6. Child and dependent care credit
Credits are more beneficial than deductions since they reduce the tax bill significantly and you cannot afford to miss out on this one. If you pay for child care while you work, you can qualify for a tax credit worth between 20 percent and 35 percent of the amount you pay. It is even a better deal if you pay the child care with pre-tax dollar in a case where your boss offers a child care reimbursement account. Tax credits help reduce the burden of child care.
7. Self-employed tax deduction
If you are self-employed, you may find yourself paying huge self-employment taxes. Such a tremendous tax obligation can be so tough. However, you can reduce a sizable amount of the tax through self-employment tax deduction that helps to adjust your income. You can also benefit from self-employment health insurance deduction that enables you to deduct the full cost paid for health insurance you purchased for yourself, your spouse and/or your dependants.

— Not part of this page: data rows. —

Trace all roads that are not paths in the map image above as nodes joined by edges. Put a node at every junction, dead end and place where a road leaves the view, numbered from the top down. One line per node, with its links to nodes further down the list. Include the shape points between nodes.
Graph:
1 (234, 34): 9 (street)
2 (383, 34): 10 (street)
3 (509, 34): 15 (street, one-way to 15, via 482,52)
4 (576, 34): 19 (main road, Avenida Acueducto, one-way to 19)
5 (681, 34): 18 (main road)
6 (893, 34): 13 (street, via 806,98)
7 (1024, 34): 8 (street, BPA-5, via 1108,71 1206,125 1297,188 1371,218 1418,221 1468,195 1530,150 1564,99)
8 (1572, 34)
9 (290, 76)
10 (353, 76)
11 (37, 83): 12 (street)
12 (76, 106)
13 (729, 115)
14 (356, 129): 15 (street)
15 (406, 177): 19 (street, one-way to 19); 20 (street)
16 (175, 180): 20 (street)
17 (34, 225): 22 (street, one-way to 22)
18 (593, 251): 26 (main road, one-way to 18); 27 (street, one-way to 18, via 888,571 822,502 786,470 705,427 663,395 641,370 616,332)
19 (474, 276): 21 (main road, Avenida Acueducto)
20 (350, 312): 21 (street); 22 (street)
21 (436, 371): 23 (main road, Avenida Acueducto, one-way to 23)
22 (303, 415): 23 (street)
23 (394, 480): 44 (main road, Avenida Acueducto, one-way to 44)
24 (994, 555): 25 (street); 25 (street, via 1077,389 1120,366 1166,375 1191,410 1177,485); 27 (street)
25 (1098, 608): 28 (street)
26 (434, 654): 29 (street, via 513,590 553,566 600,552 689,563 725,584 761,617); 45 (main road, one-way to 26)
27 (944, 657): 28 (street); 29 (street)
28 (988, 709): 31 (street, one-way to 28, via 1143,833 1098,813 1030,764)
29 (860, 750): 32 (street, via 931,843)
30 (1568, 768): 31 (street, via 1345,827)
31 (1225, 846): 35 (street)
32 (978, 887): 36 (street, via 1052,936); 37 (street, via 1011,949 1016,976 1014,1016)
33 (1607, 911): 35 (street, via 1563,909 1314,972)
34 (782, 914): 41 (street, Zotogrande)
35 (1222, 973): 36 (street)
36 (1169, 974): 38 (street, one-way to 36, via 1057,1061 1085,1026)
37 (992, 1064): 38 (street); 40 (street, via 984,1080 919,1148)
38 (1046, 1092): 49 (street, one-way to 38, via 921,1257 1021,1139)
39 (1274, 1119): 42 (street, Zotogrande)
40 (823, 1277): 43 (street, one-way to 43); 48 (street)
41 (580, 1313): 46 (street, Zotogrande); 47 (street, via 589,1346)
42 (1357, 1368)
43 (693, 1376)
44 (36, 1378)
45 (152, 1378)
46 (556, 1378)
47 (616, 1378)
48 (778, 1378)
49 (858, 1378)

8. Moving expense tax deduction
It is also possible to get tax deduction on job hunting expenses in the same trade or business that you have been in. Qualifying expenses are deductible even if you were not offered the new job. The job hunting expenses include resumes, postages, job counselling, telephone charges, and travel for interviews and employment agency fees that isn’t reimbursed by the prospective employer. However, these costs must exceed 2% of your adjusted gross income (AGI). To qualify for this deduction, you must be able to pass two tests i.e. distance test and time test. For distance test, you must be at least 50 miles farther away from your old home than your old job location was from your old home while in time test you must work full time for at least 39 hours during the first 12 months right after you arrive in the general area of your new job.
There are several tax deductions that you can take advantage of this year. Do not miss out. Most of them are hidden within the itemized deductions section. You can also visit the IRS website for more information on additional tax deductions. It is also important to note that tax laws change every year. You therefore need to keep on top of what is going on as far as deductions are concerned so that you can lower your tax bill significantly. Do not overlook most of the things as you do your tax returns. Keep to the details and consult when necessary. You can save a lot of money.